Student admitted to top high school without CAP score
By Queena Yen, The China Post
August 21, 2014, 12:04 am TWN
TAIPEI, Taiwan -- A student who did not take the Comprehensive Assessment Program (CAP) exam was admitted to Cheng Kung Senior High School (CKHS, 成功高中) based only on his “multidimensional learning performance” and “enrollment sequences” through the second round of exam-free admissions, yesterday.
Controversy surrounding the new 12-year compulsory education system continued to spread this week, after a student was reportedly admitted to CKHS, one of the leading high schools in Taipei, without any exam grades.

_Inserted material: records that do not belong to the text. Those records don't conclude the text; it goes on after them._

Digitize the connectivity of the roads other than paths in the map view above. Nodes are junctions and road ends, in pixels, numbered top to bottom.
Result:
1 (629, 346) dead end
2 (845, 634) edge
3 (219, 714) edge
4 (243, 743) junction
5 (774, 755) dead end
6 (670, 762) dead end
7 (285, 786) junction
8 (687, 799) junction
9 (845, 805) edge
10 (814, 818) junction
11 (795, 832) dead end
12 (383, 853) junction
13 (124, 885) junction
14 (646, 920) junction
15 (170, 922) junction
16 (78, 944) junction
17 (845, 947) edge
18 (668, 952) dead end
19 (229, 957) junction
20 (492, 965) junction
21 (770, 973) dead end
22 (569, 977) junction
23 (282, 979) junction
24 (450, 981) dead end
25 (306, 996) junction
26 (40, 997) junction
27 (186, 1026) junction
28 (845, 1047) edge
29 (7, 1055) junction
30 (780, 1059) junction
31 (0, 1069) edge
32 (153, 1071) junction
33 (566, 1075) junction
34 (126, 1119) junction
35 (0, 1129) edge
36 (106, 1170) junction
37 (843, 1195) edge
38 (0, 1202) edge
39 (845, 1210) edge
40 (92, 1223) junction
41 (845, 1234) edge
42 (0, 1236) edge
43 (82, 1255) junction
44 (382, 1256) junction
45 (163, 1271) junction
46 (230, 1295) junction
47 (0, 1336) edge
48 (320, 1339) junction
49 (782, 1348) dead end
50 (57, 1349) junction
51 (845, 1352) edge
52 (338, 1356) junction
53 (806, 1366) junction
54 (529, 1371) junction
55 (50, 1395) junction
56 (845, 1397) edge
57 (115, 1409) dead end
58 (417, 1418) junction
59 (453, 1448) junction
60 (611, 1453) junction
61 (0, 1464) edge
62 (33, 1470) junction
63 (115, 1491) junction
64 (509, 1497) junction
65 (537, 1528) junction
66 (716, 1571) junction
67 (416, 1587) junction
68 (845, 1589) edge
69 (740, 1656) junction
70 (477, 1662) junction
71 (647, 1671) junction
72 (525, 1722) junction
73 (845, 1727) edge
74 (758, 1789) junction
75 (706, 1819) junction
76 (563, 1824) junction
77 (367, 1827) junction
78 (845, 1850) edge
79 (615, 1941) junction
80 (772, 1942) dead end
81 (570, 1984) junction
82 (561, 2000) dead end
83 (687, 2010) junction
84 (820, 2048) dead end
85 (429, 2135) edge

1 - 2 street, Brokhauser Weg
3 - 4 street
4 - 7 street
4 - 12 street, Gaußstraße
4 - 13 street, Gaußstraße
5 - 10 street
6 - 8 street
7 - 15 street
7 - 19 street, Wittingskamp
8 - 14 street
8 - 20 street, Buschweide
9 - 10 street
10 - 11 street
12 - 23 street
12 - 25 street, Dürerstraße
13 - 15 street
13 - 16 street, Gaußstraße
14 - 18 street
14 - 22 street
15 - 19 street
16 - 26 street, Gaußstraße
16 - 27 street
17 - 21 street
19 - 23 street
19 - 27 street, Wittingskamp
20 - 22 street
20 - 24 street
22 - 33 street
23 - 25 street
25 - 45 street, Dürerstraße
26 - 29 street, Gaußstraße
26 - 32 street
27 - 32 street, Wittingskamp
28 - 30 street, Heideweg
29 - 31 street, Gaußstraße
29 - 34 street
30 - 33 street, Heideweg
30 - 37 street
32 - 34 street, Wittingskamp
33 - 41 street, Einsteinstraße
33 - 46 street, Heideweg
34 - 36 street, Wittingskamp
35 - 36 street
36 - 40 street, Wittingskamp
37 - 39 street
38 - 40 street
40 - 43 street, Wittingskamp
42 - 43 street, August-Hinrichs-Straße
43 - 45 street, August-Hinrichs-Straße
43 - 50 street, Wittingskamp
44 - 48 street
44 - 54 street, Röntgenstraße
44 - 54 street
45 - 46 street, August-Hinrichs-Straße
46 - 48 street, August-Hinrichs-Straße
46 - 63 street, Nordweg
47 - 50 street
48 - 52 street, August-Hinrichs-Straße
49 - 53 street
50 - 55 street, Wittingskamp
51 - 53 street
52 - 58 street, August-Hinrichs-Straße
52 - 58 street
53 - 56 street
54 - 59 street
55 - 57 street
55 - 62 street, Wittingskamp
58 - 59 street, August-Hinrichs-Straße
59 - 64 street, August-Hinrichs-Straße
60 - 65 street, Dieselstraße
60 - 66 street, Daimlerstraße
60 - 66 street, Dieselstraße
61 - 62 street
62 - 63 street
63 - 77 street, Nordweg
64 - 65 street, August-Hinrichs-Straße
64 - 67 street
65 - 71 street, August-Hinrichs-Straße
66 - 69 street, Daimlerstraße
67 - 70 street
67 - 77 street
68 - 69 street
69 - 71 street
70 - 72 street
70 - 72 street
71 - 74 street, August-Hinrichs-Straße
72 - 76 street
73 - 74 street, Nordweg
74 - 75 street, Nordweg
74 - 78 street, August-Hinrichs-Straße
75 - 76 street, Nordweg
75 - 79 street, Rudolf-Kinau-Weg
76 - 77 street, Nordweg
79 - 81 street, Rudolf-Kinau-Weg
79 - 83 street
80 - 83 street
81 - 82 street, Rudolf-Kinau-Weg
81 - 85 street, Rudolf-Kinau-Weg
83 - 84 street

Normally, students need to present their CAP results, “multidimensional learning performance” and “enrolment sequences” when registering for schools in the Keelung-Taipei District. If the number of registered students exceeds expectations, the school in question will compare their scores. The student was reportedly able to attend the top school because the vacant positions of the institution outnumbered the students who registered to attend.
Chen Shuen-he (陳順和), chief secretary of the Department of Education of the Taipei City Government, stated that this situation is abnormal and he hopes the Ministry of Education (MOE) can make some adjustments next year.
Chen further pointed out that although CKHS opened 88 vacancies during the second exam-free admission session, only 83 students applied. Therefore, based on the current admission rules, this student can be admitted.
“It is important to reflect on the system after this unusual case,” said Chen.
“The CAP is a way to understand students' basic educational level. If students are not willing to take the CAP since they think it is unnecessary, it will be a bad influence on the whole 12-year compulsory education system,” he continued.
Regarding this issue, CKHS also sent out a press release saying that the student had once studied in United States. In addition, CKHS also found that the student performed well academically in both Taiwan and the U.S. Principal of CKHS Li Ching-tzung (李慶宗) said that this student did not take the CAP due to his unusual education background.
Some educators mocked the case, calling it a “classic” example of what can go wrong with exam-free admissions.
MOE Administrative Deputy Minister Lin Shu-chen (林淑真) said there are no regulations in place to prevent a student from being admitted to a school in the absence of CAP scores. The school should accept and support this student if needed, she said.
She also suggested that schools open more vacancies for exam-free admissions. With other reforms set for next year, it is possible to prevent similar issues from happening again.
In addition Tsai Chih-ming (蔡志明), of the K-12 Education Administration under the MOE, said the goal of the 12-year compulsory education system is to break the current perceptions of traditional education. If a student performs well in high school then there is nothing bad about being admitted without the CAP grades since scores are not everything in education.